You say you’re my sister? Relationships almost inevitably suffer or change for the dedicated entrepreneur, because starting a business places such great demands on the initiator. Sometimes these relational changes can be for the good, often in cases where, for example, a couple or a sibling combo start a business together. One of you could be Mr. Outside, focusing on the sales aspects of the business, while the other is Mr. Inside, making the back room hum.
But especially in the beginning, a startup demands intense focus and exhausting hours, leaving little time for – and often stunting – your relationships. So you must inventory the relationships that are important to you and determine if they can stand the strain. If not, reconsider.
That money thing: The typical new business requires $6,000 in startup costs. Where are you going to get that? And how are you going to live in the meantime? If it’s pocket change, that’s not a problem. Often, with a couple, one spouse can continue a job or career while the other peels off to start a business.
But for many would-be entrepreneurs, amassing the capital required to launch their dream requires putting at risk some significant material assets. You may have to pull equity out of your home or tap into the kids’ college fund. Or maybe hold your nose while you ask your wealthy brother-in-law for a loan. In any event, reckon with the fact that once you allocate these funds to the business, they’re either going to turn into thousands more dollars – or evaporate. That’s a serious down side, requiring a huge reality check all by itself.
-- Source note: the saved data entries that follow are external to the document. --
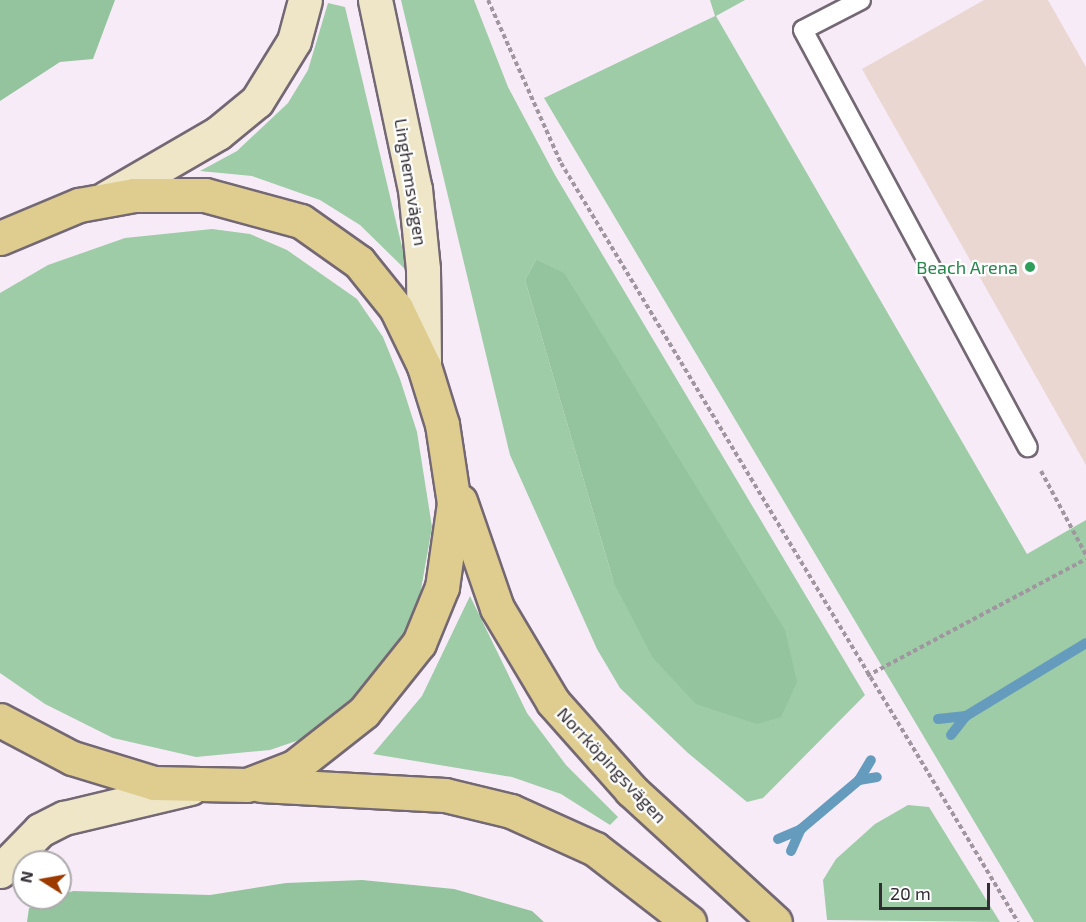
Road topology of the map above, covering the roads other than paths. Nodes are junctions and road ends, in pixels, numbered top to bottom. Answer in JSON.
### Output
{"nodes":[{"id":1,"x":305,"y":0,"type":"edge"},
{"id":2,"x":375,"y":0,"type":"edge"},
{"id":3,"x":861,"y":0,"type":"edge"},
{"id":4,"x":106,"y":198,"type":"junction"},
{"id":5,"x":0,"y":238,"type":"edge"},
{"id":6,"x":424,"y":366,"type":"junction"},
{"id":7,"x":1028,"y":447,"type":"road end"},
{"id":8,"x":453,"y":476,"type":"junction"},
{"id":9,"x":0,"y":720,"type":"edge"},
{"id":10,"x":247,"y":785,"type":"junction"},
{"id":11,"x":194,"y":787,"type":"junction"},
{"id":12,"x":0,"y":871,"type":"edge"},
{"id":13,"x":689,"y":922,"type":"edge"},
{"id":14,"x":775,"y":922,"type":"edge"}],
"edges":[{"from":1,"to":4,"type":"main road"},
{"from":2,"to":6,"type":"main road","name":"Linghemsvägen"},
{"from":3,"to":7,"type":"lane"},
{"from":4,"to":5,"type":"main road"},
{"from":4,"to":6,"type":"main road"},
{"from":6,"to":8,"type":"main road"},
{"from":8,"to":10,"type":"main road"},
{"from":8,"to":14,"type":"main road","name":"Norrköpingsvägen"},
{"from":9,"to":11,"type":"main road"},
{"from":10,"to":11,"type":"main road"},
{"from":10,"to":13,"type":"main road"},
{"from":11,"to":12,"type":"main road"}]}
Eminent domain: Since most startups begin in the home, you can probably count on turning your pad upside down to get things going. So you must be prepared to deal with the disruption and even the transformation of your home into a business-operations center. We ran our first company out of Jeff’s home for a decade, and instead of a home-based office, we ended up with an office-based home.
In the balance: Overall, the aspect of your life that could most be threatened by the demands of entrepreneurship is balance. When you are pursuing your passion, and it’s unfolding every day in new ways, it can be exciting – but it also can lead to an unsustainable method of operating that will only burn you out, in time. So even in the face of an all-consuming business opportunity, you must find a way to balance it with family, fun, fitness, faith (for more on this, check out our advice on creating your life plan when starting a business) – whatever other important elements in your life that demand attention. If you’re by nature a disciplined person, you’ve got a leg up in that area; if not, be extra cautious.
Our Bottom Line
Hey, we’re StartupNation – so far be it from us to discourage your entrepreneurial urgings. But if you’re going to take the plunge, make sure you’ve calculated the demands and the costs for the rest of your life. You may end up with a different conclusion than you thought you would when you decided to take the leap into entrepreneurship.